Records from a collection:
━━━
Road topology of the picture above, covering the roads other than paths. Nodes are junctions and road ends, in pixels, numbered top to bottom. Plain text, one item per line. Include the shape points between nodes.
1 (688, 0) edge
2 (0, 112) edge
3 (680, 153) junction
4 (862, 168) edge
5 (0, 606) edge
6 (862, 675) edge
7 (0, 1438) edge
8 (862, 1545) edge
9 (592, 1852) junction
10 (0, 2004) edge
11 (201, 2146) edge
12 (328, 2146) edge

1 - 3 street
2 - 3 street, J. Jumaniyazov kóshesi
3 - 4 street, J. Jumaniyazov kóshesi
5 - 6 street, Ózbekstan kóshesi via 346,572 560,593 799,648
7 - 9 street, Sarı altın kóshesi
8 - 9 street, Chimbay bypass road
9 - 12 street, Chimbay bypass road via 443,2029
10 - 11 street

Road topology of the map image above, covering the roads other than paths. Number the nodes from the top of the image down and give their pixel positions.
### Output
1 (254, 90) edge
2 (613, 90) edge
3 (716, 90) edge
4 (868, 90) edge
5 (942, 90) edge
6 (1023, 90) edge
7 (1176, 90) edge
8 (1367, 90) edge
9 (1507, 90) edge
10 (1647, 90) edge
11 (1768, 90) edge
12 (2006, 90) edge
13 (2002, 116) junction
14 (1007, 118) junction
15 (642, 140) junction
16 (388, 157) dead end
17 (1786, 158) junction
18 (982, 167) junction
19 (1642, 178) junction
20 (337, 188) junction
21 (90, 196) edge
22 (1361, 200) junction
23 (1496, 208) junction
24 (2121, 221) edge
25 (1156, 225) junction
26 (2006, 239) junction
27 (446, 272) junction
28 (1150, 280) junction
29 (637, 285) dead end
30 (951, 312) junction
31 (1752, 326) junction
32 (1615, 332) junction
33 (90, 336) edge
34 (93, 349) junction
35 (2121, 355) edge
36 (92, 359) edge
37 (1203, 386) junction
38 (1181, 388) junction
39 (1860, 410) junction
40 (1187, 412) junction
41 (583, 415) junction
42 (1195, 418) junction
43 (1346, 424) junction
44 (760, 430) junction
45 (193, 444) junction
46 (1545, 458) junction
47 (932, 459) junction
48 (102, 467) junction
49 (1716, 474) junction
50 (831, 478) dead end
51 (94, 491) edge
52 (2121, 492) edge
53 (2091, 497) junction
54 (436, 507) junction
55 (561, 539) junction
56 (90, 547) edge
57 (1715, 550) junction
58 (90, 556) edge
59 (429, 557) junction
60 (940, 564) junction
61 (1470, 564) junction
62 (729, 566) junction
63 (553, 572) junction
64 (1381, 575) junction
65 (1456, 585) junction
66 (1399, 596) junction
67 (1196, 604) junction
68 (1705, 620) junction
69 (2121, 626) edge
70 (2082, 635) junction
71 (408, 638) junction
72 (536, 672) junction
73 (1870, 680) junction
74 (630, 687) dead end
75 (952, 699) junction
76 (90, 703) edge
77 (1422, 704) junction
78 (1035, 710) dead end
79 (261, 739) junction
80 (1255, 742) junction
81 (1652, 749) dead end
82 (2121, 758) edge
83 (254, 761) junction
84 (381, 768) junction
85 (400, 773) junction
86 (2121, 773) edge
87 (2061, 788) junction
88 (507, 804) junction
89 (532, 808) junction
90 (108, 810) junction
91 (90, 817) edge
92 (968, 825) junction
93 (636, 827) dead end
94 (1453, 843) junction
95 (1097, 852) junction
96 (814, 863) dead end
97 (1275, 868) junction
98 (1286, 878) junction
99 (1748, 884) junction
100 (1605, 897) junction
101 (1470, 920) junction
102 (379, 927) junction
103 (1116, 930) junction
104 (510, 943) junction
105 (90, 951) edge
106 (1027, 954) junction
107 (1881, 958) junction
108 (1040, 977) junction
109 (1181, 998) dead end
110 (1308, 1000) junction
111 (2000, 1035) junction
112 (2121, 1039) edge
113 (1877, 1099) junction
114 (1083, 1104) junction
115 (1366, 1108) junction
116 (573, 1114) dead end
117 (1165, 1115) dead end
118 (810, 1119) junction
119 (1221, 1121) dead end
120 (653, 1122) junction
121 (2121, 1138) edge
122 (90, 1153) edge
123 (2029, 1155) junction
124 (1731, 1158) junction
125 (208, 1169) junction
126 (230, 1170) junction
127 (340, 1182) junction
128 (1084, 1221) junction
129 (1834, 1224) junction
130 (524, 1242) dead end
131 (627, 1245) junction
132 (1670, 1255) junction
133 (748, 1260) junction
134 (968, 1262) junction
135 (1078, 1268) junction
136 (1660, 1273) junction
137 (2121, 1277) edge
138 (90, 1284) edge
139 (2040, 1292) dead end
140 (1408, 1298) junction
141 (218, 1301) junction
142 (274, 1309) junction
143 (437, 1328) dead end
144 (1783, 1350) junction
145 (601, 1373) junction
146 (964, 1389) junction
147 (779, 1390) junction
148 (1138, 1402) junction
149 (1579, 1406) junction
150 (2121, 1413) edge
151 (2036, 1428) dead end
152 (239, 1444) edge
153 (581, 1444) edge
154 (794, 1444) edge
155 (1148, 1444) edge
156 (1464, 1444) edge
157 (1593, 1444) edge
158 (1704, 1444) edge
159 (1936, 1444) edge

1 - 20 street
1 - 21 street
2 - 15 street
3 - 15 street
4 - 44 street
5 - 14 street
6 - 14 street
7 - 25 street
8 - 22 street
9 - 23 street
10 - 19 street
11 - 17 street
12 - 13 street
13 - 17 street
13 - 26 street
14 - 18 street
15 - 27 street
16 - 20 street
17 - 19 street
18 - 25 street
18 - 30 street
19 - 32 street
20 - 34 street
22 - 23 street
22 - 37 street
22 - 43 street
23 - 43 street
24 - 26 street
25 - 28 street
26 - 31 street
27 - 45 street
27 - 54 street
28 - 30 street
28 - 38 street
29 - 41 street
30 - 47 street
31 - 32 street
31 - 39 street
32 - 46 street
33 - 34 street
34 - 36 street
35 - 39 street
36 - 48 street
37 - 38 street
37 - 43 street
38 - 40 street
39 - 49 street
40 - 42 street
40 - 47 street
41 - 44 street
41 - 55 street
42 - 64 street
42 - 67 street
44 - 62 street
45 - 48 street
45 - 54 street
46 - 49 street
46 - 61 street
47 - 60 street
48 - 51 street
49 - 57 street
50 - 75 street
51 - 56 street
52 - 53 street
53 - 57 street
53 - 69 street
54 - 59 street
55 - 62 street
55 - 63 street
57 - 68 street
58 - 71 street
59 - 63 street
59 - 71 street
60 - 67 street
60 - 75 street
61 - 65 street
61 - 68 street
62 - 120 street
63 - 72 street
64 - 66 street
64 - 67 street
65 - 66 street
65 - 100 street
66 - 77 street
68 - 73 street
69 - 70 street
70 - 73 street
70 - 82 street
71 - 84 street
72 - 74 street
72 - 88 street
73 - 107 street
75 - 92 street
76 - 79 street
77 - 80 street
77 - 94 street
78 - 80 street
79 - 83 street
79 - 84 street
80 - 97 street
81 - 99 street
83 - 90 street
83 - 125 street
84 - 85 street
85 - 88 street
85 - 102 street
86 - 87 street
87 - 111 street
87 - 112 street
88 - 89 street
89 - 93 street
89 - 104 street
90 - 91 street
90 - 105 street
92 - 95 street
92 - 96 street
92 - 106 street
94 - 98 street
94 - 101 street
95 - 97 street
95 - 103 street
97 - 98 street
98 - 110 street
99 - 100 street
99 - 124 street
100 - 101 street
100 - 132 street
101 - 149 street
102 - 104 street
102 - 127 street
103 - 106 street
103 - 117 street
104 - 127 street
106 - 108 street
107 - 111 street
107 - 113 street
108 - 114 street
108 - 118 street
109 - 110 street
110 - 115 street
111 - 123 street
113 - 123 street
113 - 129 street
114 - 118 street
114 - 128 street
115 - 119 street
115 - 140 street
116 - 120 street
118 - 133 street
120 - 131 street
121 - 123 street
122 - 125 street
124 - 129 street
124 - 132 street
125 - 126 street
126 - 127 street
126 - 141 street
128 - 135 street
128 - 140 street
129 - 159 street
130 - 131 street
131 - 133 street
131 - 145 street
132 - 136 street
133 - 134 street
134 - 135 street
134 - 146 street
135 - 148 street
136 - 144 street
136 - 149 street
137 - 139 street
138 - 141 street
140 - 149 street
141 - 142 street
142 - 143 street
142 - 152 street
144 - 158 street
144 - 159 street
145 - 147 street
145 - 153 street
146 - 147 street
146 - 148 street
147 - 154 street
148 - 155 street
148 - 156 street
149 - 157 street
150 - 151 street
━━━
Search the entries for the string "Jumaniyazov". Copy every line that has it.

2 - 3 street, J. Jumaniyazov kóshesi
3 - 4 street, J. Jumaniyazov kóshesi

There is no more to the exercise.